● INPUT DATA:
- Opening Delimiter -

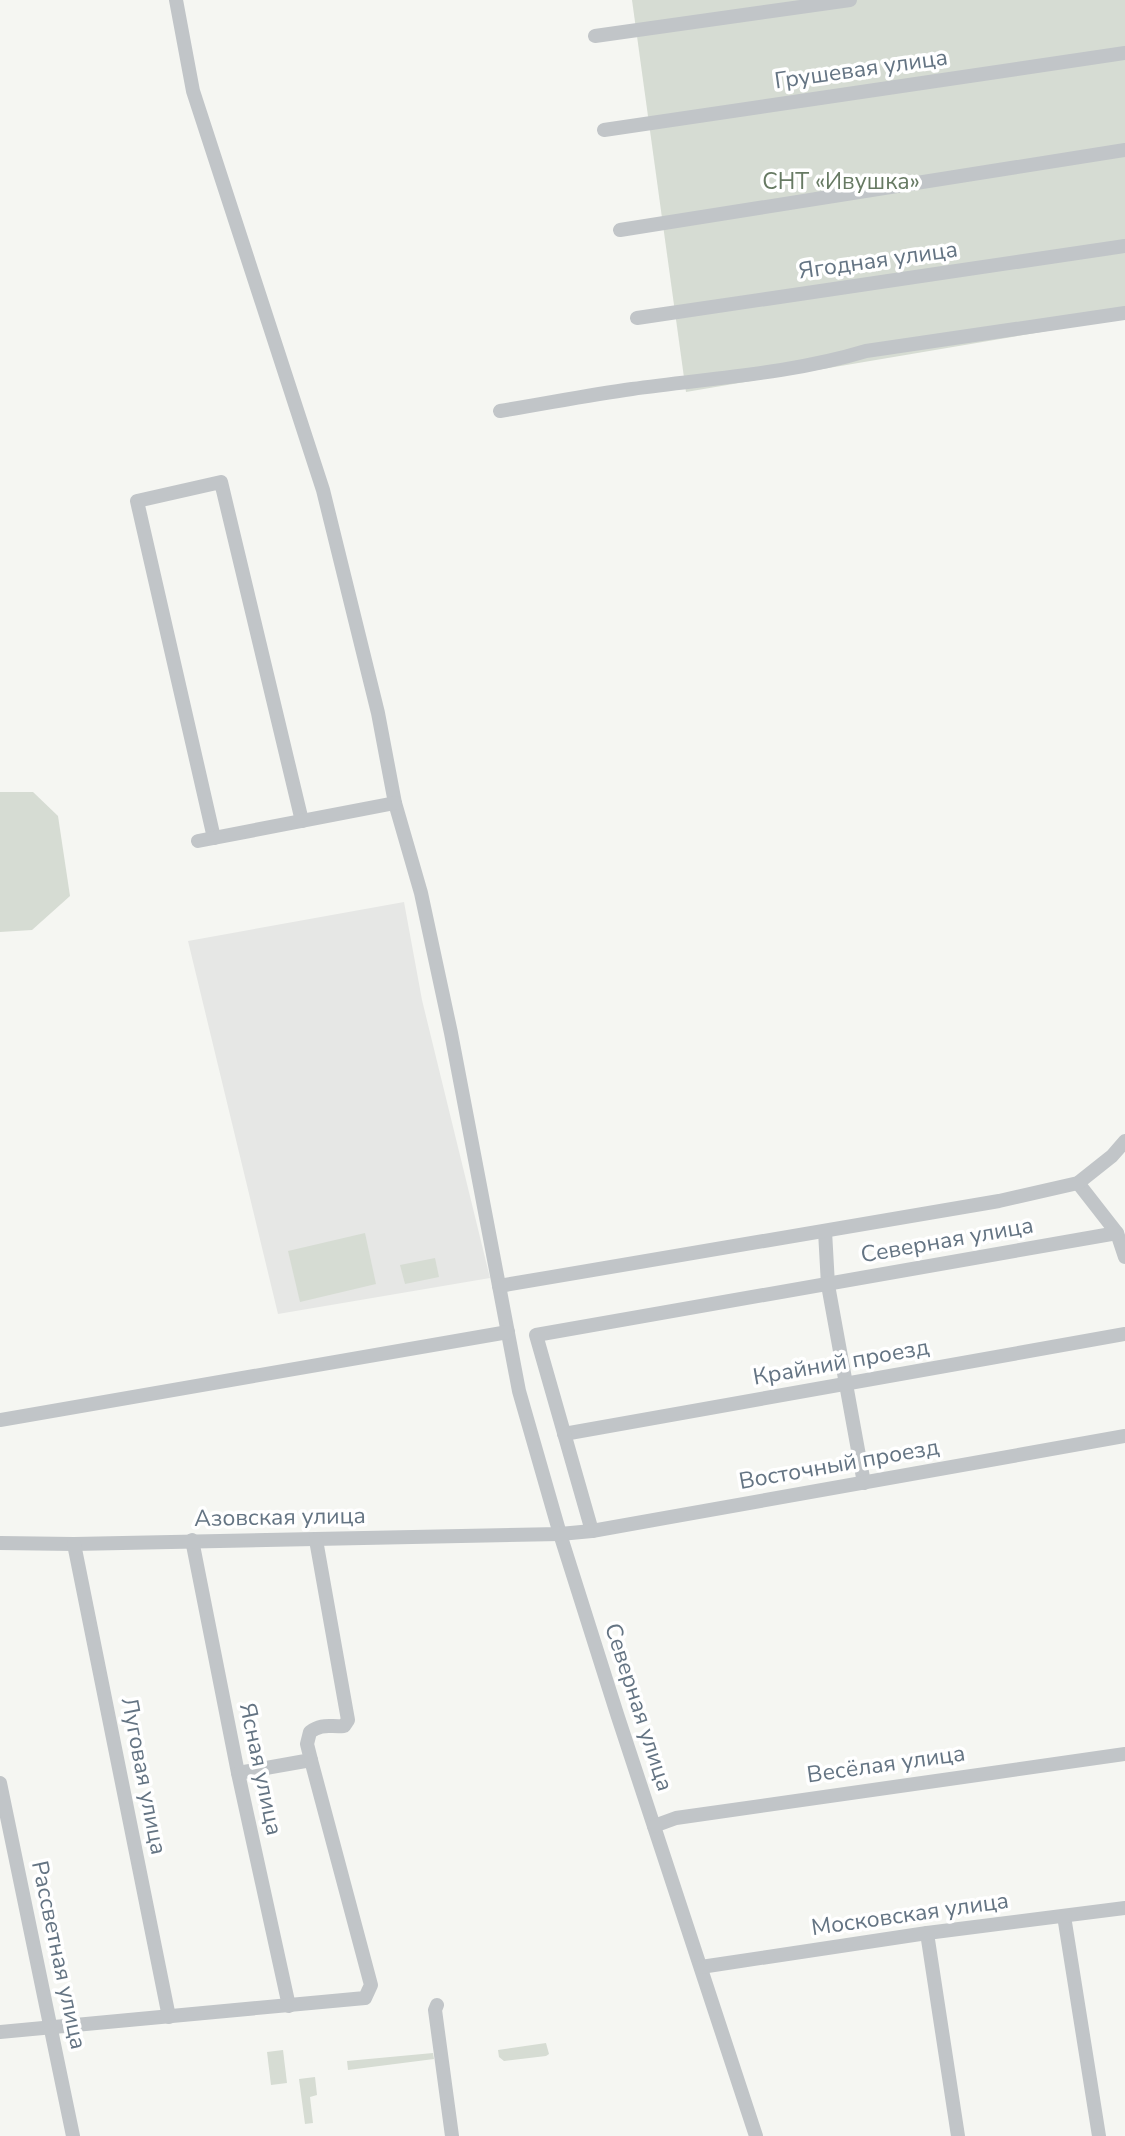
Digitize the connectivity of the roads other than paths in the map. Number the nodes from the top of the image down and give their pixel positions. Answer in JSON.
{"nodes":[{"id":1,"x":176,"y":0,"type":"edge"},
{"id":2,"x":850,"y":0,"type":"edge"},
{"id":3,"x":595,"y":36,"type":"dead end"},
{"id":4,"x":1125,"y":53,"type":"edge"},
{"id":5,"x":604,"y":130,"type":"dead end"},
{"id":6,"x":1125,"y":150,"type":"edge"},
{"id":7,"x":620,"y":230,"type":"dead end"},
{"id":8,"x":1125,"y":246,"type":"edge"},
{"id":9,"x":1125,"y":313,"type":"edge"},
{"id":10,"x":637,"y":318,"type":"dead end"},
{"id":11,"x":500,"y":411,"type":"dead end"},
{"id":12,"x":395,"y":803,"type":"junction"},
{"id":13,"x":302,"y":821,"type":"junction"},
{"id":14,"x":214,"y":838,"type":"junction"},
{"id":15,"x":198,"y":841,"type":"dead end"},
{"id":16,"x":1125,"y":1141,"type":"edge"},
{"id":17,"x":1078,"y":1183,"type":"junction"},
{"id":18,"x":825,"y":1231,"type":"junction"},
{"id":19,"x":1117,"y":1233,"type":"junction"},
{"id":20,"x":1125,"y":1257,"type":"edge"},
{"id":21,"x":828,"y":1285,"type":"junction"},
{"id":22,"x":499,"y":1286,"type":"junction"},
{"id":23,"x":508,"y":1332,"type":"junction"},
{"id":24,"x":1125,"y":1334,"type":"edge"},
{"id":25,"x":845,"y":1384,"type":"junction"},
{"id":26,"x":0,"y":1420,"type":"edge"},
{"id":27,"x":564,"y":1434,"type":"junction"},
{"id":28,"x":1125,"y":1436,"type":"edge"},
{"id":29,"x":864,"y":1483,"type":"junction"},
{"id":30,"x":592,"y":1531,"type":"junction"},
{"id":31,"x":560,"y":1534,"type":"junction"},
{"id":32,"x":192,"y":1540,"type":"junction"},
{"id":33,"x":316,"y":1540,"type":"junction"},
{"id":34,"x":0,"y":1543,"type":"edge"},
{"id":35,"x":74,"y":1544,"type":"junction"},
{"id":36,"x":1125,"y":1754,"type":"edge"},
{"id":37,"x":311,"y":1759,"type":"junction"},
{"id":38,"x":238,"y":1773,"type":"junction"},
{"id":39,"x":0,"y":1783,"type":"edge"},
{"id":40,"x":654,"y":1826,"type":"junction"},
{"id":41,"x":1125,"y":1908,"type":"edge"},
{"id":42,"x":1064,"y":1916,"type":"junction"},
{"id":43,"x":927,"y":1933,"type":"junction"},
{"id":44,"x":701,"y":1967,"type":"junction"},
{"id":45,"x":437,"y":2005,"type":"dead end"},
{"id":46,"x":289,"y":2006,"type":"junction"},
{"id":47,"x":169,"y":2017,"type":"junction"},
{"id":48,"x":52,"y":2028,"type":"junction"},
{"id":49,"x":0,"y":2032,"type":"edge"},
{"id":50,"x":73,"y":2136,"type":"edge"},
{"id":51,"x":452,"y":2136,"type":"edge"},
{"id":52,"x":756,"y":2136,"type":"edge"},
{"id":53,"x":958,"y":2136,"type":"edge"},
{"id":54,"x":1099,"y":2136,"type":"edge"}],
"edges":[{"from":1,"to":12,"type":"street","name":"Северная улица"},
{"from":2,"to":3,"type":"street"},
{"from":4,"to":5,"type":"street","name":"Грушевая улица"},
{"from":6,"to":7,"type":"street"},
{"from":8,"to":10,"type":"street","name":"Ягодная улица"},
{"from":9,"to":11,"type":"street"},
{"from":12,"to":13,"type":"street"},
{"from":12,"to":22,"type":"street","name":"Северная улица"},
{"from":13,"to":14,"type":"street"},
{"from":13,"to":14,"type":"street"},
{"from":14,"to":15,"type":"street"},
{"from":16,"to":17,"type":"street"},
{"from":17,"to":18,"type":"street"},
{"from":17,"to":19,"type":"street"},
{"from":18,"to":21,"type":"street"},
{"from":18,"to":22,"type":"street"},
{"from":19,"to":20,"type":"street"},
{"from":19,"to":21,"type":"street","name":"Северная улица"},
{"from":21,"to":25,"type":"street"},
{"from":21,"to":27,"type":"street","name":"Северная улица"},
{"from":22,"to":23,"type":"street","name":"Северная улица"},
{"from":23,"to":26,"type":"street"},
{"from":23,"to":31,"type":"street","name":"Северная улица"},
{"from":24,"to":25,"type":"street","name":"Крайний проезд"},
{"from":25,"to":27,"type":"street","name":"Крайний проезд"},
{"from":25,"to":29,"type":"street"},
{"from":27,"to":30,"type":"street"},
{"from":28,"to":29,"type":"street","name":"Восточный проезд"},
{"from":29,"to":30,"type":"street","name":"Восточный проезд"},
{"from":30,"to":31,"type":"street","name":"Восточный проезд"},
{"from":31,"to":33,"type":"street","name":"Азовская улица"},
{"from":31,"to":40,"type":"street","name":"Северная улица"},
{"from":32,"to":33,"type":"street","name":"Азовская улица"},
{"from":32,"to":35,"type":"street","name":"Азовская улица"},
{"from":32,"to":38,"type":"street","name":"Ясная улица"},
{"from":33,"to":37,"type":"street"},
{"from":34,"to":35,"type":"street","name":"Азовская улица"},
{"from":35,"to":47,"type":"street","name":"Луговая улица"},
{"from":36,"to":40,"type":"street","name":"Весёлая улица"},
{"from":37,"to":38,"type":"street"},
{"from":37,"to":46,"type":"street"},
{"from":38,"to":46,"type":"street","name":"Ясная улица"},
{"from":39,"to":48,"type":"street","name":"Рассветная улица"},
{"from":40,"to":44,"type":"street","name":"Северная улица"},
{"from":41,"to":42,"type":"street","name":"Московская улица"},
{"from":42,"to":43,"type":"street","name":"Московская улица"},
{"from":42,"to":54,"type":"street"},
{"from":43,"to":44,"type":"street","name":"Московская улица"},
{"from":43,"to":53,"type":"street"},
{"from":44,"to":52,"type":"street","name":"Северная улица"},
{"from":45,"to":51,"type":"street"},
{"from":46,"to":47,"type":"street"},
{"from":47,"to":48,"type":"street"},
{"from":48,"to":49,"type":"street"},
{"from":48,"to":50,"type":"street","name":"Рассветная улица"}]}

- Closing Delimiter -

● TASK DETAILS:
Which lines above hold the string "dead"? Copy every one of them.

● SOLUTION FOR THIS TASK:
{"id":3,"x":595,"y":36,"type":"dead end"},
{"id":5,"x":604,"y":130,"type":"dead end"},
{"id":7,"x":620,"y":230,"type":"dead end"},
{"id":10,"x":637,"y":318,"type":"dead end"},
{"id":11,"x":500,"y":411,"type":"dead end"},
{"id":15,"x":198,"y":841,"type":"dead end"},
{"id":45,"x":437,"y":2005,"type":"dead end"},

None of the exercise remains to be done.